To the rear of the robot body 2, a pair of auxiliary cleaning work devices 70 are detachably installed, separated from each other by a predetermined gap. The auxiliary cleaning work devices 70 are provided with a cleaning nozzle unit 72 and a propeller 73 within a work device body 71, and thus have the same basic configuration as the robot body 2 side.

The cleaning nozzle unit 72 is fixed to the lower end of a rotary shaft 76 that is rotatably supported by a rotary joint 75, such that the cleaning nozzle unit 72 rotates together with the rotary shaft 76. Also, the rotary shaft 76 rotates together with the cleaning nozzle unit 72 due to high-pressure water supplied from a high-pressure water hose H1 (a hose capable of supplying high-pressure water independent from the aforementioned high-pressure water hose H) connected to the rotary joint 75. Like the aforementioned cleaning nozzle unit 3, the cleaning nozzle unit 72 is provided with cleaning nozzles 72b and 72c in a rotary body 72a that has a jetting channel 72d.

Also, the diameter D1 of the nozzle rotation trajectory L1 of each auxiliary cleaning work device 70 shown by virtual lines in FIG. 1 slightly overlaps the diameter D2 of the nozzle rotation trajectory L2 of the robot body 2 side. Due to the nozzle rotation trajectories overlapping each other in this way, an area left uncleaned does not occur between the cleaning nozzle units 3 and 72. Moreover, by setting the same diameter for each nozzle rotation trajectory, about three times the cleaning area is obtained as in a case of having only the nozzle of the robot body 2 side.

As shown in FIG. 6, the work device body 71 is provided with a plurality of pipes 78 in the vertical direction, a cylindrical body 79 fixed so as to internally contact the upper end of the pipes 78, and a support pipe 80 that fixes the rotary joint 75 at the center of the work device body 71. At the outer circumference of the work device body 71, ring-shaped floats 82 are externally fitted and fixed. Due to buoyancy of the floats 82, when in water, the auxiliary cleaning work device 70 floats in a state in which the cleaning nozzle unit 72 is pointing downward.

The propeller 73 is fixed to the upper portion of the rotary shaft 76 such that the propeller 73 is housed within the cylindrical body 79.

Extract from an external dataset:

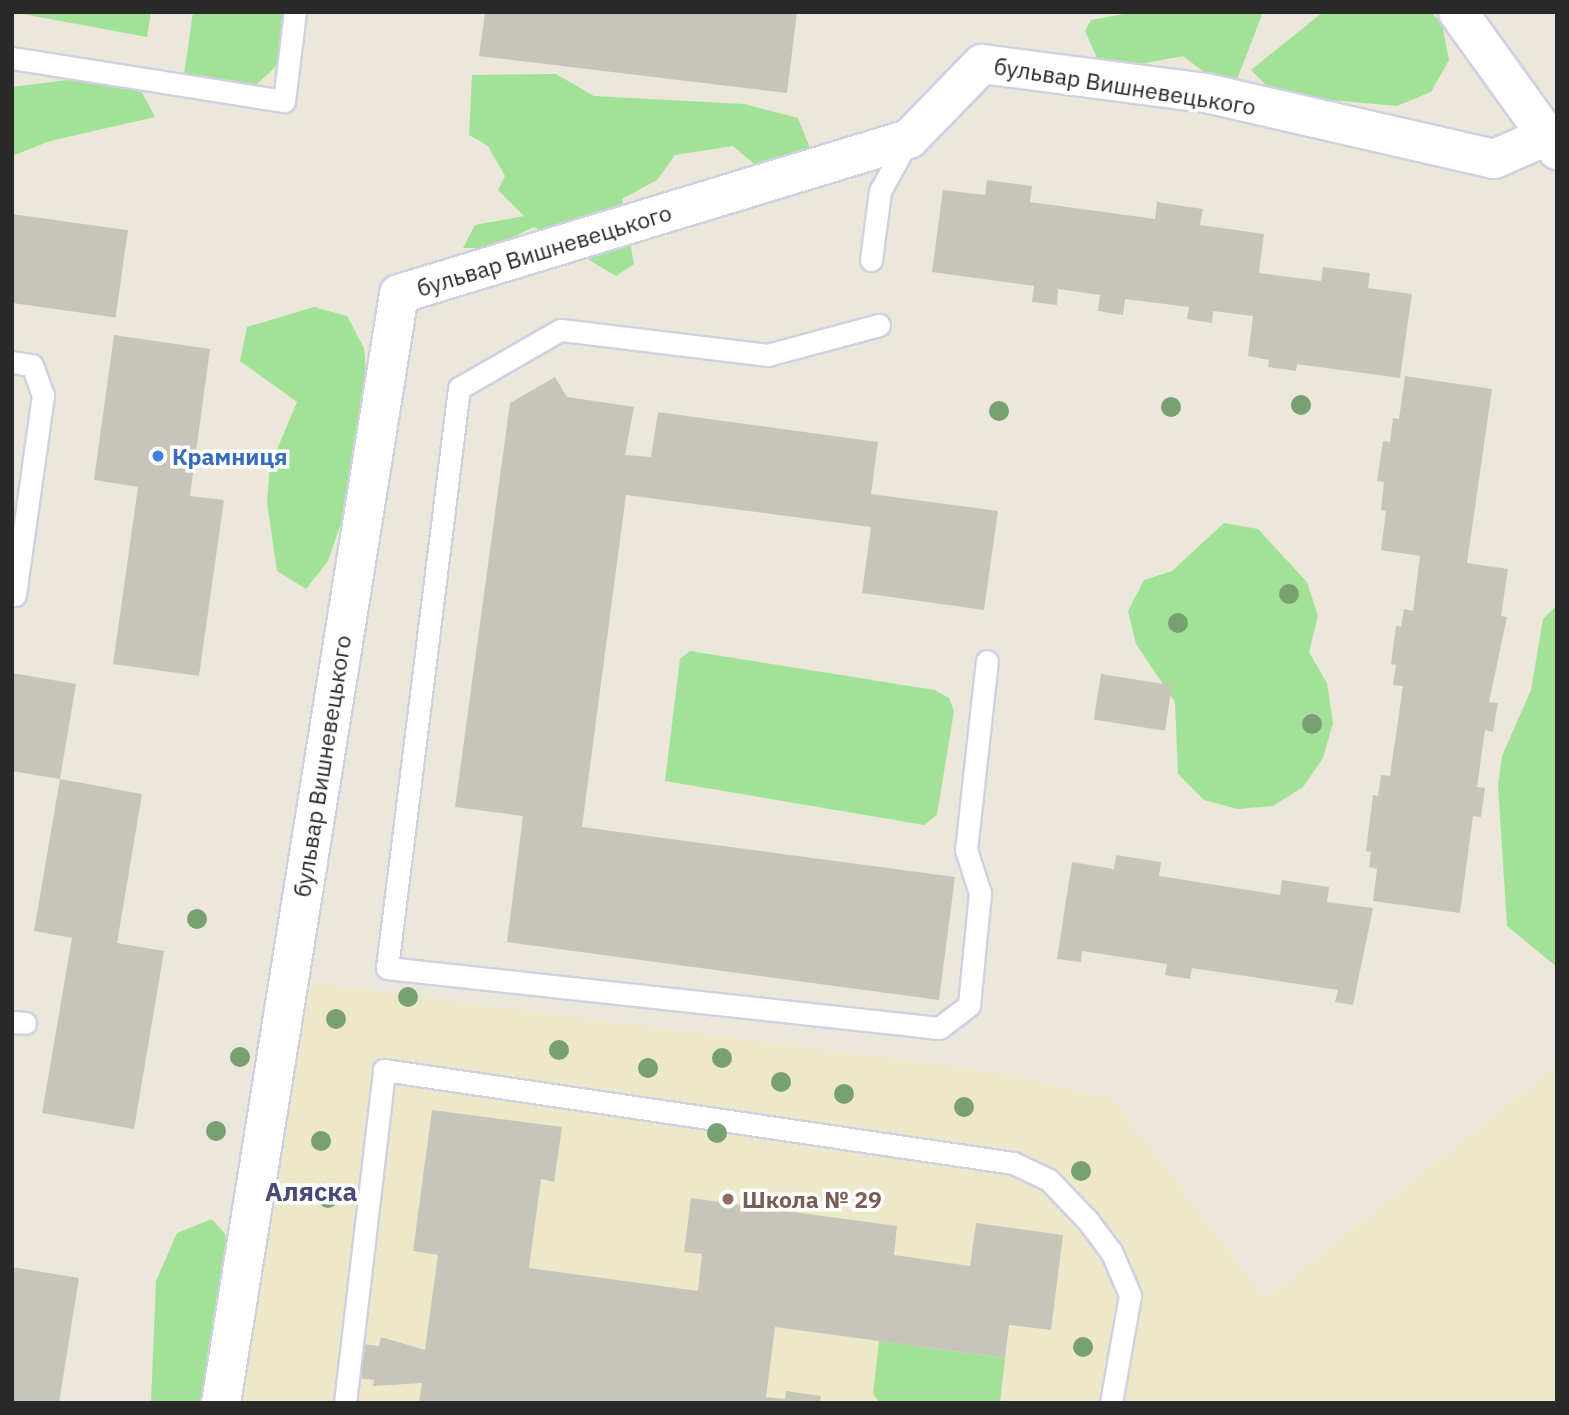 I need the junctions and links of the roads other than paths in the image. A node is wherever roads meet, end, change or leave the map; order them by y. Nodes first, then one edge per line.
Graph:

The work device body 71 is detachably installed to the robot body 2 (the nozzle side body 2A) via a support arm 83 that is approximately L-shaped when viewed from above. Specifically, as shown in FIG. 7, a cylindrical boss portion 84 is fixed to one end of the support arm 83, and a support shaft 85 in the horizontal direction and in the left-right direction of the robot body 2 is inserted through the boss portion 84. The support shaft 85 is fixed to the robot body 2 via a bracket 86. Note that the bracket 86 is detachable from the robot body 2 via a bolt (not shown).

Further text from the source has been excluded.